"When we take the time, we get something from time."
The Tschötscherhof can look back on an interesting past: Untertschötsch was first mentioned in a historical document in the year 1494, where it was referred to as "Ruzzik." It consisted of "a house with necessary walls, barn, stall, stabling, vegetable garden, six plots of land for 45 bushels of seed, barren pasture and 11 acres, forest and some pastureland, a meadow at Compatsch amounting to 9 acres, a meadow at Joch, also 9 acres and community forest rights."

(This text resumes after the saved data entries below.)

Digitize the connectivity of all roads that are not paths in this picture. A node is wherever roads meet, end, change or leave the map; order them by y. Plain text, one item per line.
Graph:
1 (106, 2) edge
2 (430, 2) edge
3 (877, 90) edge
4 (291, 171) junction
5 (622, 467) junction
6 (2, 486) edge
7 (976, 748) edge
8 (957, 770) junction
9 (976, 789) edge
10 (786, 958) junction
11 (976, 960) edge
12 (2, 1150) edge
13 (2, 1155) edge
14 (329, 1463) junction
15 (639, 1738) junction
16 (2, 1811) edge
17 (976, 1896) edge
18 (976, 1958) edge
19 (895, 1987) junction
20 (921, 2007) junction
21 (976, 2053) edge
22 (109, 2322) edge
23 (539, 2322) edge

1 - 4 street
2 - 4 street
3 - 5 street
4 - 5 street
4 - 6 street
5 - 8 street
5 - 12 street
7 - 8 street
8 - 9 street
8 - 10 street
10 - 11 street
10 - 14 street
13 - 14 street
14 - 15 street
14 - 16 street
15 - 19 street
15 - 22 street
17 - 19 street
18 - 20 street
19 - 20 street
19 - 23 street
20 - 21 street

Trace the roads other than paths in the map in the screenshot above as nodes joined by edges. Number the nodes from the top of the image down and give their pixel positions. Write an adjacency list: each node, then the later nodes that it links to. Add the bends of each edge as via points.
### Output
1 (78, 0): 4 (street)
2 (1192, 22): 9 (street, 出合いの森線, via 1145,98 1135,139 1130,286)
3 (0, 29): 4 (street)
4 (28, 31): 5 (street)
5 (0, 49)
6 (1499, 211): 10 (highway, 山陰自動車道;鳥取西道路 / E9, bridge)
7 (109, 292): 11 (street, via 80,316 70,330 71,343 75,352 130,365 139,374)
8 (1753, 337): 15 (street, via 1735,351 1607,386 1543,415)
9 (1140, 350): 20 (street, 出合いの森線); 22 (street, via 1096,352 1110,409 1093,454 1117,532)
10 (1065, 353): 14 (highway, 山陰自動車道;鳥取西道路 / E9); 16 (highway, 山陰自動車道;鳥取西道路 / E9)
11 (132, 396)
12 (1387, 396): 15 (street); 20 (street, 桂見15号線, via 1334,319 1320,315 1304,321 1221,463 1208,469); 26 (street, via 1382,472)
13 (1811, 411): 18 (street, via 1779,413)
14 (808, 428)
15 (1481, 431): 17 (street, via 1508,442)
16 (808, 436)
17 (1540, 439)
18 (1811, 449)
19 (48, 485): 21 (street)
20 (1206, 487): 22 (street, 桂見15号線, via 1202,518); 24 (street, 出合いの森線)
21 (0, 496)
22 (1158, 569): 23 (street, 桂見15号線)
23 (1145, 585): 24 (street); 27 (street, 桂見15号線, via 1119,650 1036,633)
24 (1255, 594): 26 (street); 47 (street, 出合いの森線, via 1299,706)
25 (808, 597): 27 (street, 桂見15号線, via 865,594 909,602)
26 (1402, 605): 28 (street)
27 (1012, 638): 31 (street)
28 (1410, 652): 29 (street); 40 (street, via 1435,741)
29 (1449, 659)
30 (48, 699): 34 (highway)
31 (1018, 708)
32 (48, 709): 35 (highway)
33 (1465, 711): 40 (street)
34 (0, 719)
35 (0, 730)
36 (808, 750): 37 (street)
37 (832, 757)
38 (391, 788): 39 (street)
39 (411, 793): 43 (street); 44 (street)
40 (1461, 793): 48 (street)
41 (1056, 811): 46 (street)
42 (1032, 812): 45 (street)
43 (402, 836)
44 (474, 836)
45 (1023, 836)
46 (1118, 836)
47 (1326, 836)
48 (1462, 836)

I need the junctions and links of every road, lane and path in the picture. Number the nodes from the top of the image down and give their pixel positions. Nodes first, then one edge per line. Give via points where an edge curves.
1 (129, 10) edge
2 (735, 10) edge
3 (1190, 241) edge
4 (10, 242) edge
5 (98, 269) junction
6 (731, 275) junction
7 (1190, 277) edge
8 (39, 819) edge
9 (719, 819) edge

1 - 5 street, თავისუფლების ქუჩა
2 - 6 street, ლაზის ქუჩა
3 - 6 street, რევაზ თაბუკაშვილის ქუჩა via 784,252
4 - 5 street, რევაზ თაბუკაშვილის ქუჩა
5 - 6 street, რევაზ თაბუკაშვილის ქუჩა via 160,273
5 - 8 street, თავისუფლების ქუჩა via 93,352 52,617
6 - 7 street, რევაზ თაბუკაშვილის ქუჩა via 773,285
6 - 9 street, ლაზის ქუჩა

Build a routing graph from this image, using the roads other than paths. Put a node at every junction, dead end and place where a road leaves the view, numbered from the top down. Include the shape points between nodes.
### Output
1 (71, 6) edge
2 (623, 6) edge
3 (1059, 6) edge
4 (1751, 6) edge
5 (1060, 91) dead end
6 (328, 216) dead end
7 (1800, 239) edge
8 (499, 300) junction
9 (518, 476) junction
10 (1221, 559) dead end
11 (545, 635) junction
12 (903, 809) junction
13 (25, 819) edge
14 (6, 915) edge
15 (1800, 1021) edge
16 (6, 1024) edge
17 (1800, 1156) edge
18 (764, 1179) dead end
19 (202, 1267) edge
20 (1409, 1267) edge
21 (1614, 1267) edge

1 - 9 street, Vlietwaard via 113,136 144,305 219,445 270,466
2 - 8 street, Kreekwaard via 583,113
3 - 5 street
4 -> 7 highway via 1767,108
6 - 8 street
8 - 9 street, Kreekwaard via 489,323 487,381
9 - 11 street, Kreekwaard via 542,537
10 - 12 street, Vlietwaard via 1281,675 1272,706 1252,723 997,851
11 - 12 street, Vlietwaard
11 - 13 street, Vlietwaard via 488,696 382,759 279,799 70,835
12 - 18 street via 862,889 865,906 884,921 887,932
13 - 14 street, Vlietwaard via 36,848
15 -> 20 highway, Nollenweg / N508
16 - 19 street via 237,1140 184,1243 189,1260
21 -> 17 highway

The dwelling is built on a natural rock foundation – the big stone visible in the basement is evidence of this. In earlier centuries, the Gothic arch – now located inside the house – probably served as the entrance. Today's entrance bears the inscription "1855," and refers to the acquisition of the farmstead by Josef Jaiter, one of the great-great-great-grandfathers of the family which still owns it to this day. An old wooden door in the lower storey indicates that there was a tobacco shop at the Tschötscherhof many decades ago.
Both then and now, the farmstead's own agricultural operations – including the fruit orchard, the vegetable garden, and the livestock – were its life-blood. Further, wine was also made. Even before World War I, hikers could stop by at the Tschötscherhof and enjoy some hearty though simple fare and a glass of the farmstead's own wine. After World War I, a chestnut orchard and various fruit trees – including plum trees, greengages (a kind of plum), apple trees, quince trees, pear trees, cherry trees, nut trees, and medlars – were also planted.
The Farmers Museum at the Tschötscherhof (which your hosts founded and operate) provides insights in the traditional farming methods and folkways of this area.